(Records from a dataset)
────────────────────

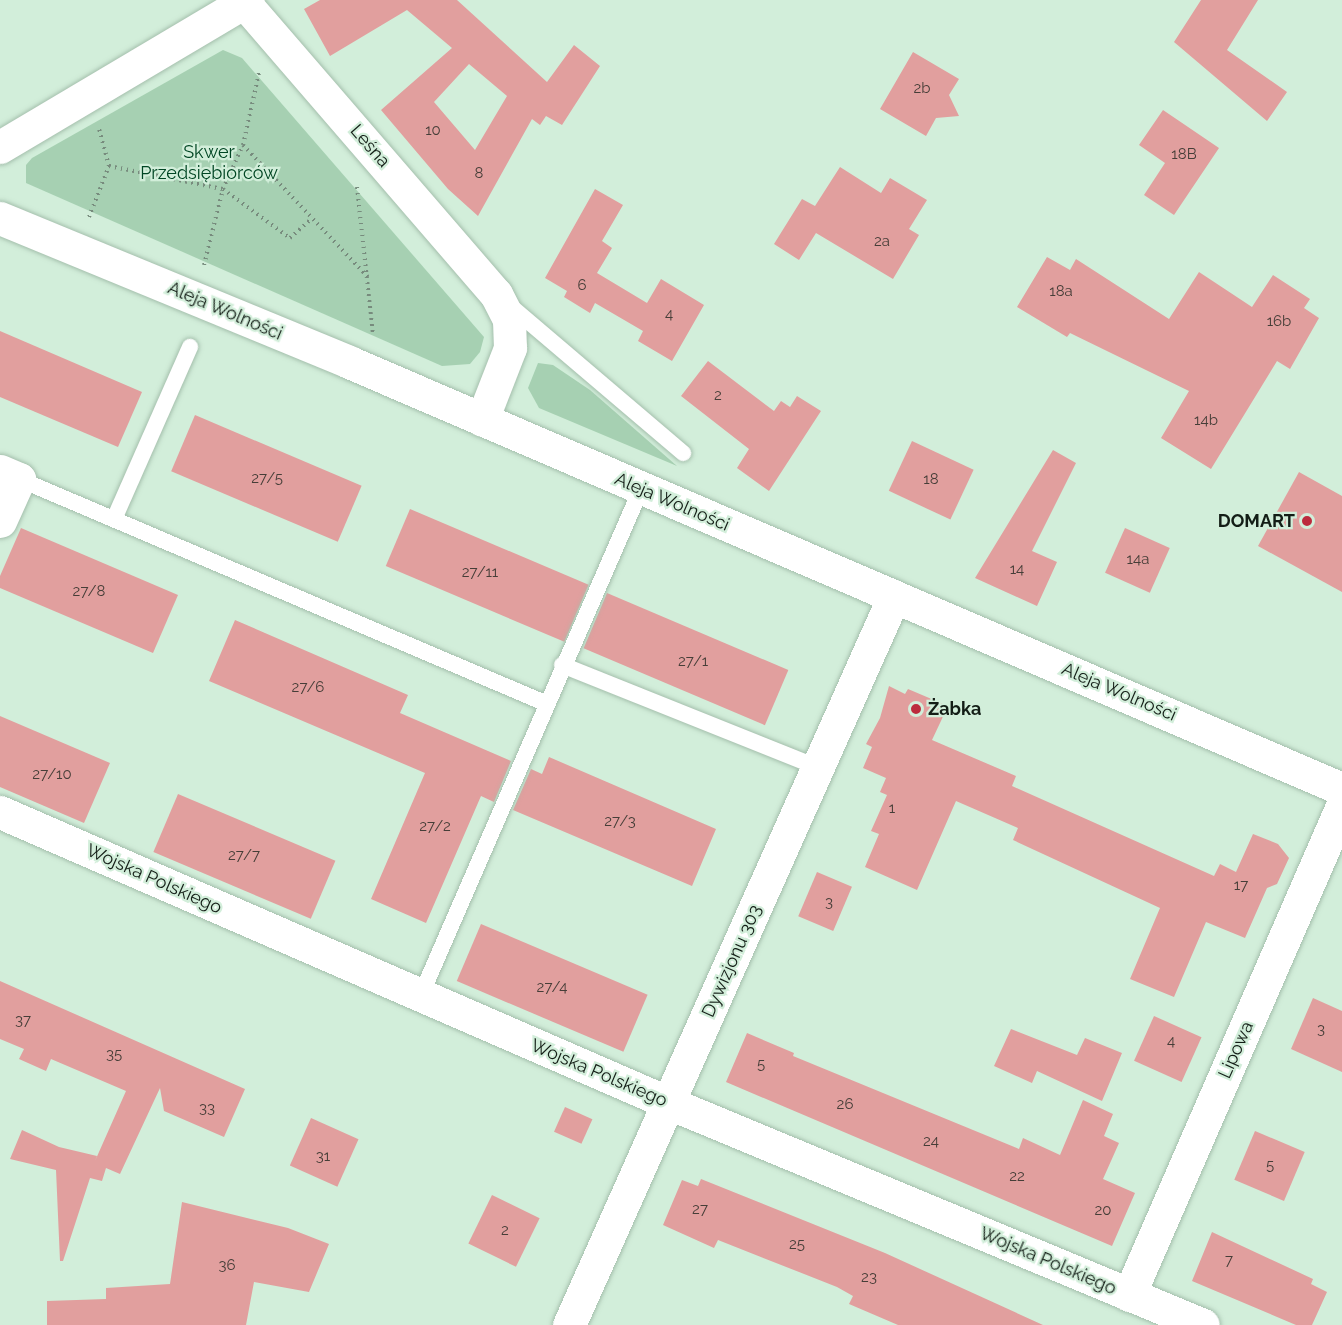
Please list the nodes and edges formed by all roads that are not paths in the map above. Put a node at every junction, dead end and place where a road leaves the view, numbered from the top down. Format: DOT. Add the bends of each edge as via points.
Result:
graph roads {
  1 [pos="245,1"];
  2 [pos="0,147"];
  3 [pos="0,218"];
  4 [pos="496,294"];
  5 [pos="190,347"];
  6 [pos="482,420"];
  7 [pos="683,453"];
  8 [pos="9,475"];
  9 [pos="641,489"];
  10 [pos="115,517"];
  11 [pos="0,521"];
  12 [pos="894,596"];
  13 [pos="562,665"];
  14 [pos="545,703"];
  15 [pos="817,767"];
  16 [pos="1342,789"];
  17 [pos="1342,806"];
  18 [pos="0,812"];
  19 [pos="421,995"];
  20 [pos="669,1104"];
  21 [pos="1129,1295"];
  22 [pos="568,1325"];
  23 [pos="1203,1325"];
  1 -- 2 [label="street"];
  1 -- 4 [label="street, Leśna"];
  3 -- 6 [label="street, Aleja Wolności"];
  4 -- 6 [label="street, Leśna" via="509,320 510,348"];
  4 -- 7 [label="lane, Leśna"];
  5 -- 10 [label="lane"];
  6 -- 9 [label="street, Aleja Wolności"];
  8 -- 10 [label="lane"];
  8 -- 11 [label="street"];
  9 -- 12 [label="street, Aleja Wolności"];
  9 -- 13 [label="lane"];
  10 -- 14 [label="lane"];
  12 -- 15 [label="street, Dywizjonu 303"];
  12 -- 16 [label="street, Aleja Wolności"];
  13 -- 14 [label="lane"];
  13 -- 15 [label="lane"];
  14 -- 19 [label="lane"];
  15 -- 20 [label="street, Dywizjonu 303"];
  17 -- 21 [label="street, Lipowa"];
  18 -- 19 [label="street, Wojska Polskiego"];
  19 -- 20 [label="street, Wojska Polskiego"];
  20 -- 21 [label="street, Wojska Polskiego"];
  20 -- 22 [label="street, Dywizjonu 303"];
  21 -- 23 [label="street, Wojska Polskiego"];
}
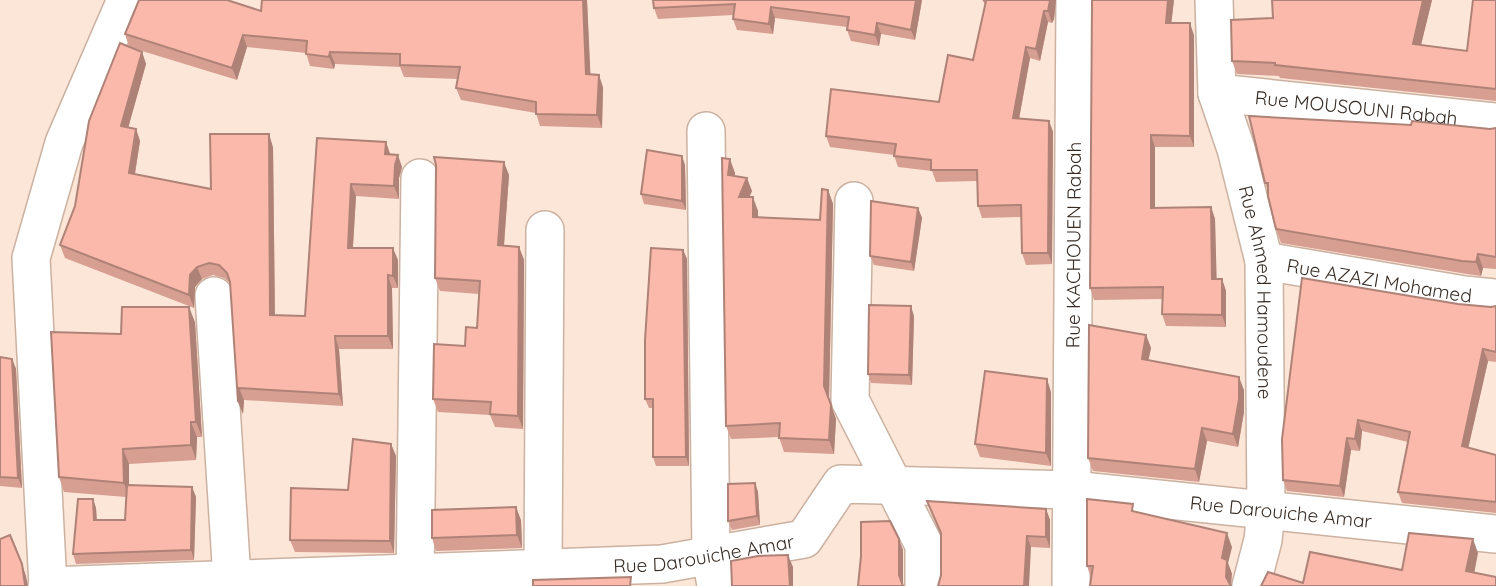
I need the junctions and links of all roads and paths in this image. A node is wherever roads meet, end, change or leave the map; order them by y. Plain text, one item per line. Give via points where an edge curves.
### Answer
1 (126, 0) edge
2 (1074, 0) edge
3 (1214, 0) edge
4 (1217, 93) junction
5 (1496, 122) edge
6 (706, 131) dead end
7 (420, 178) dead end
8 (854, 201) dead end
9 (545, 230) dead end
10 (1264, 261) junction
11 (214, 296) dead end
12 (1496, 298) edge
13 (893, 486) junction
14 (1072, 490) junction
15 (1266, 512) junction
16 (1496, 534) edge
17 (714, 570) edge
18 (566, 574) edge
19 (232, 579) junction
20 (414, 579) edge
21 (48, 586) edge
22 (924, 586) edge
23 (1071, 586) edge
24 (1251, 586) edge

1 - 21 street via 64,143 31,258
2 - 14 street, Rue KACHOUEN Rabah
3 - 4 street, Rue Ahmed Hamoudene
4 - 5 street, Rue MOUSOUNI Rabah
4 - 10 street, Rue Ahmed Hamoudene
6 - 17 street
7 - 20 street
8 - 13 street via 850,400
9 - 18 street
10 - 12 street, Rue AZAZI Mohamed
10 - 15 street, Rue Ahmed Hamoudene
11 - 19 street
13 - 14 street, Rue Darouiche Amar
13 - 17 street, Rue Darouiche Amar via 841,484 804,539
13 - 22 street via 924,545
14 - 15 street, Rue Darouiche Amar
14 - 23 street, Rue KACHOUEN Rabah
15 - 16 street, Rue Darouiche Amar
15 - 24 street, Rue Ahmed Hamoudene
17 - 18 street, Rue Darouiche Amar via 662,564
18 - 20 street, Rue Darouiche Amar
19 - 20 street, Rue Darouiche Amar
19 - 21 street, Rue Darouiche Amar

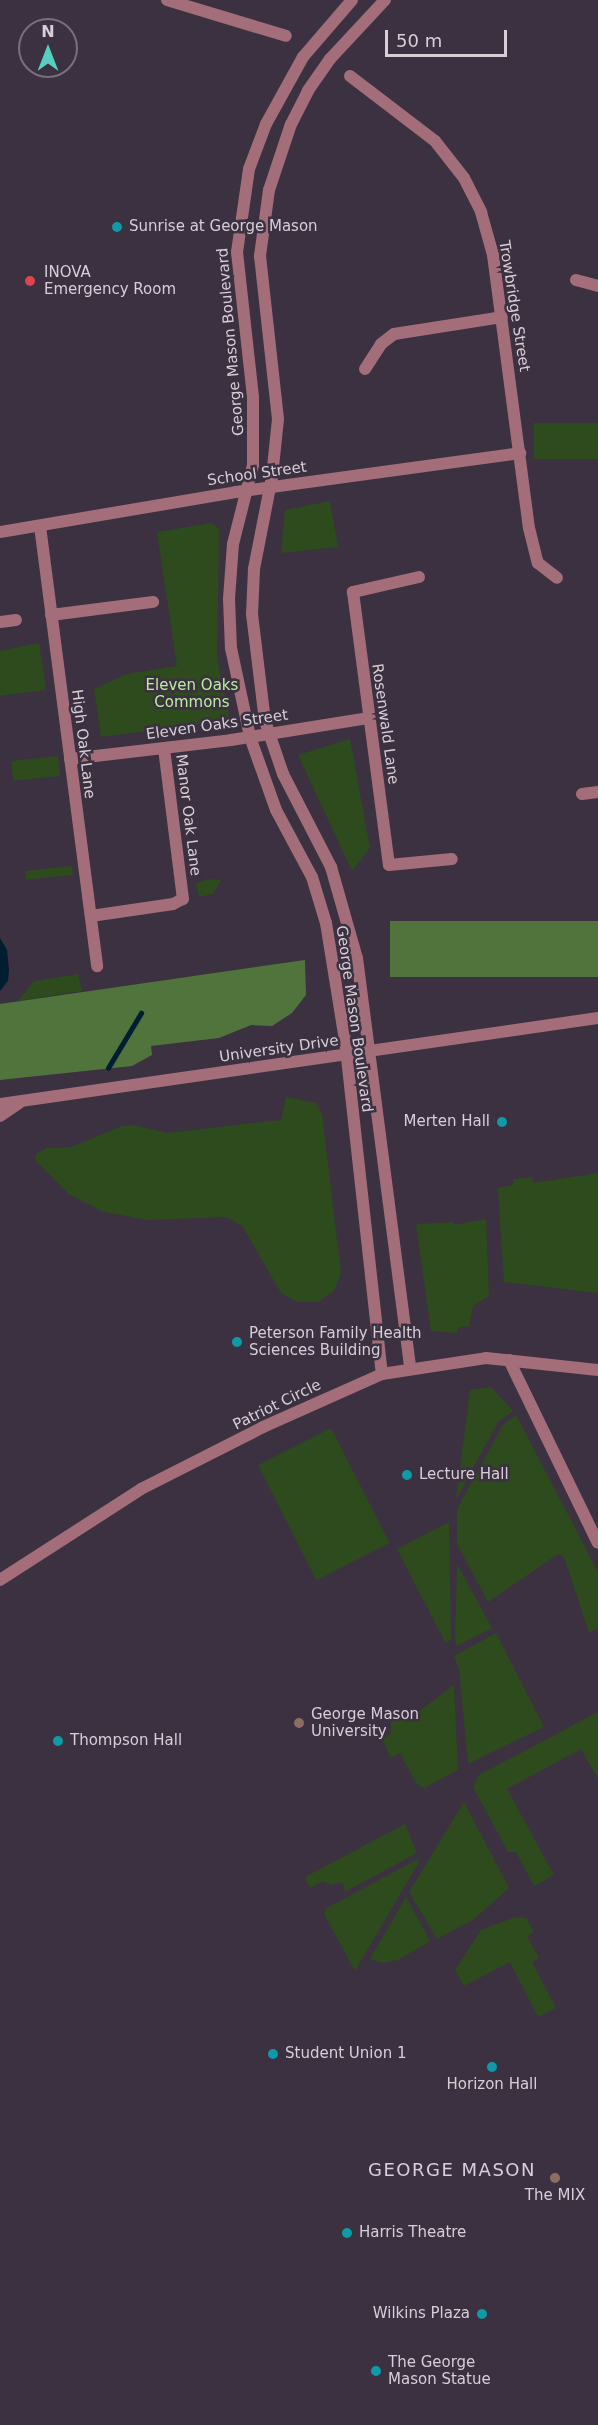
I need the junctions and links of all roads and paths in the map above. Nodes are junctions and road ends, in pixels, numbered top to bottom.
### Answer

────────────────────

### Directions for this task
Each line of the data that contains "junctions" belongs in the answer.

### Exercise result
I need the junctions and links of all roads and paths in this image. A node is wherever roads meet, end, change or leave the map; order them by y. Plain text, one item per line. Give via points where an edge curves.
I need the junctions and links of all roads and paths in the map above. Nodes are junctions and road ends, in pixels, numbered top to bottom.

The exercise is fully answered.